§ TASK ITEM:
Please count the lines in the data below that hold the word "from", and give only the number.

§ EXERCISE DATA:
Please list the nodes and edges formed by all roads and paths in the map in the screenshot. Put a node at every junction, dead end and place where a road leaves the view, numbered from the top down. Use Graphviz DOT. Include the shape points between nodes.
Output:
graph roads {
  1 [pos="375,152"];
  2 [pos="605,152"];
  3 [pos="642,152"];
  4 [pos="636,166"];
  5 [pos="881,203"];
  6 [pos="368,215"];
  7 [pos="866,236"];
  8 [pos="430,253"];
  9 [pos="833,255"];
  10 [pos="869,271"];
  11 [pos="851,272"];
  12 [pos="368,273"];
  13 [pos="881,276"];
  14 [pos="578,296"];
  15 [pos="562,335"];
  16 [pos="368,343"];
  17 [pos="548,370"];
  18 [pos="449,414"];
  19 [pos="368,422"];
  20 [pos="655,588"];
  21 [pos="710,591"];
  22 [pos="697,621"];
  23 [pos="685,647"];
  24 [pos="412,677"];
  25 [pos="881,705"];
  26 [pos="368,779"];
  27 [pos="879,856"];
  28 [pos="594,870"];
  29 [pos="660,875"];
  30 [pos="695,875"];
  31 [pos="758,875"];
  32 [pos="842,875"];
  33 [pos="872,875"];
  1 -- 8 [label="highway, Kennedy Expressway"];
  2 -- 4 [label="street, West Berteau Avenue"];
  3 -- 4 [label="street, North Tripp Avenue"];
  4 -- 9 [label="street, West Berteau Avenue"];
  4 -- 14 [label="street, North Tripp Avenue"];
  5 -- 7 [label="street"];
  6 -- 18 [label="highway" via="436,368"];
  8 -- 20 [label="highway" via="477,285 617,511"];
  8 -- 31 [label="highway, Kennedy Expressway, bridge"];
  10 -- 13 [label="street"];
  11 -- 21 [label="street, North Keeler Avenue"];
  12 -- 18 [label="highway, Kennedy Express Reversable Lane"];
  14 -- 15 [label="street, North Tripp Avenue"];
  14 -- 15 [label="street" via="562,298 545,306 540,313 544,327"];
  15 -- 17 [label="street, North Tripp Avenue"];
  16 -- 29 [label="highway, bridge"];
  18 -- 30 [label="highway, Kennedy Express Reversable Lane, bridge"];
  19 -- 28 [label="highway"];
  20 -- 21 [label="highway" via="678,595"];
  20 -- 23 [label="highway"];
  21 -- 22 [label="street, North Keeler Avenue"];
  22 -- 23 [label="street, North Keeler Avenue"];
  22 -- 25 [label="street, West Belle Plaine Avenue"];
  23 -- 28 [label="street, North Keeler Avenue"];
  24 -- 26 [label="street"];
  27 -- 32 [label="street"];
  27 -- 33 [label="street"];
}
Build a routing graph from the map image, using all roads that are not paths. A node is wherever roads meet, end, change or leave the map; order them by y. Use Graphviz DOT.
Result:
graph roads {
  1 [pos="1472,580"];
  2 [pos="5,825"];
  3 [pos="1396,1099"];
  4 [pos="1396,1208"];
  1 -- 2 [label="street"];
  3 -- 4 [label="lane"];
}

§ WORKED SOLUTION:
2